• WHAT THE EXERCISE ASKS:
Leaving out every line that comes before the one containing "Road topology of", output the rest of the records exactly, the final line included.

[Stored data entries]
──────────

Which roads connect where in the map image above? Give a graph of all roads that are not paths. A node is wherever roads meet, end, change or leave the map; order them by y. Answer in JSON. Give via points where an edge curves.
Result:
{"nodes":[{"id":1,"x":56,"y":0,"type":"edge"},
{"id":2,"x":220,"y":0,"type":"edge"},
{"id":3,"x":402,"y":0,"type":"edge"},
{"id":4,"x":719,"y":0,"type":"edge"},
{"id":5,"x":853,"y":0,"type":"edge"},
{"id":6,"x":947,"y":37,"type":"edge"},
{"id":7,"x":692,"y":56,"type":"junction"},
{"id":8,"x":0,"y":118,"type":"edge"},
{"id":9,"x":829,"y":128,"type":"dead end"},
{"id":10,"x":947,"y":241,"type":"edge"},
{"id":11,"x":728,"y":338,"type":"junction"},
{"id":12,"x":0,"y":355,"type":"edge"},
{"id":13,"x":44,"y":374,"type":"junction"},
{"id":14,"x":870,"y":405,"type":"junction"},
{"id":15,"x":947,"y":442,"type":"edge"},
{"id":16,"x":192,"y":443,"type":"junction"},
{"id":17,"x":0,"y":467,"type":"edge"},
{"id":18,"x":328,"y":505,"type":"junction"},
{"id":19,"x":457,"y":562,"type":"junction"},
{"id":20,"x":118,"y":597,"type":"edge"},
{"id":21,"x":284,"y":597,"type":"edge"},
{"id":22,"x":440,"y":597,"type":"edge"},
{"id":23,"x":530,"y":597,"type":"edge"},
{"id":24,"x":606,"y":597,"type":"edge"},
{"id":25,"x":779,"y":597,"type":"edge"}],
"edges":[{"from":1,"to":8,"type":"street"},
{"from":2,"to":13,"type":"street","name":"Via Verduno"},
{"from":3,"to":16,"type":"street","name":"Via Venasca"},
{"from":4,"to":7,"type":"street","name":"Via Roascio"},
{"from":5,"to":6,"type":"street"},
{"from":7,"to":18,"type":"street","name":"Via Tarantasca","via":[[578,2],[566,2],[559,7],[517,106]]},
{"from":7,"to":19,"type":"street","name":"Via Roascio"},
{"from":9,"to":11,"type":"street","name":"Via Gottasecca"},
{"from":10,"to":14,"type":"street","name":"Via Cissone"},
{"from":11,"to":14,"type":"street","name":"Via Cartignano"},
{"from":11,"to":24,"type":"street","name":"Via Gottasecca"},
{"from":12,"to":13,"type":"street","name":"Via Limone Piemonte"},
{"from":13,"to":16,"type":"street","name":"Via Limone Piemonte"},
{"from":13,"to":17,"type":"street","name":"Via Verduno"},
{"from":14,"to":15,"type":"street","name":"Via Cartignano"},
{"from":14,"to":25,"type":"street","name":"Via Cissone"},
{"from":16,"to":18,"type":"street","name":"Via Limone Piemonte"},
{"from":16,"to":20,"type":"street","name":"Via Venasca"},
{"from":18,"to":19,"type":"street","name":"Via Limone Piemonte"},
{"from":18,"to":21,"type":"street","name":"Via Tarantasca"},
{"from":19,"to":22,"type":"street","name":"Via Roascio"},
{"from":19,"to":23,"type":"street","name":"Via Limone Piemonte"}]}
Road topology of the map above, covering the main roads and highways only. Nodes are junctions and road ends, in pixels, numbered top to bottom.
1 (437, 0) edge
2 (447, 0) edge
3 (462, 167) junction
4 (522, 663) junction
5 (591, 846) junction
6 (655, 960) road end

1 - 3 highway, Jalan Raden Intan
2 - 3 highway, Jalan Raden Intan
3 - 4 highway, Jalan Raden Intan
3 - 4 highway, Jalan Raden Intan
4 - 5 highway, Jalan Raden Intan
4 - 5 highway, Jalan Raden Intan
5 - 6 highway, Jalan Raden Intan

──────────

• TASK RESULT:
Road topology of the map above, covering the main roads and highways only. Nodes are junctions and road ends, in pixels, numbered top to bottom.
1 (437, 0) edge
2 (447, 0) edge
3 (462, 167) junction
4 (522, 663) junction
5 (591, 846) junction
6 (655, 960) road end

1 - 3 highway, Jalan Raden Intan
2 - 3 highway, Jalan Raden Intan
3 - 4 highway, Jalan Raden Intan
3 - 4 highway, Jalan Raden Intan
4 - 5 highway, Jalan Raden Intan
4 - 5 highway, Jalan Raden Intan
5 - 6 highway, Jalan Raden Intan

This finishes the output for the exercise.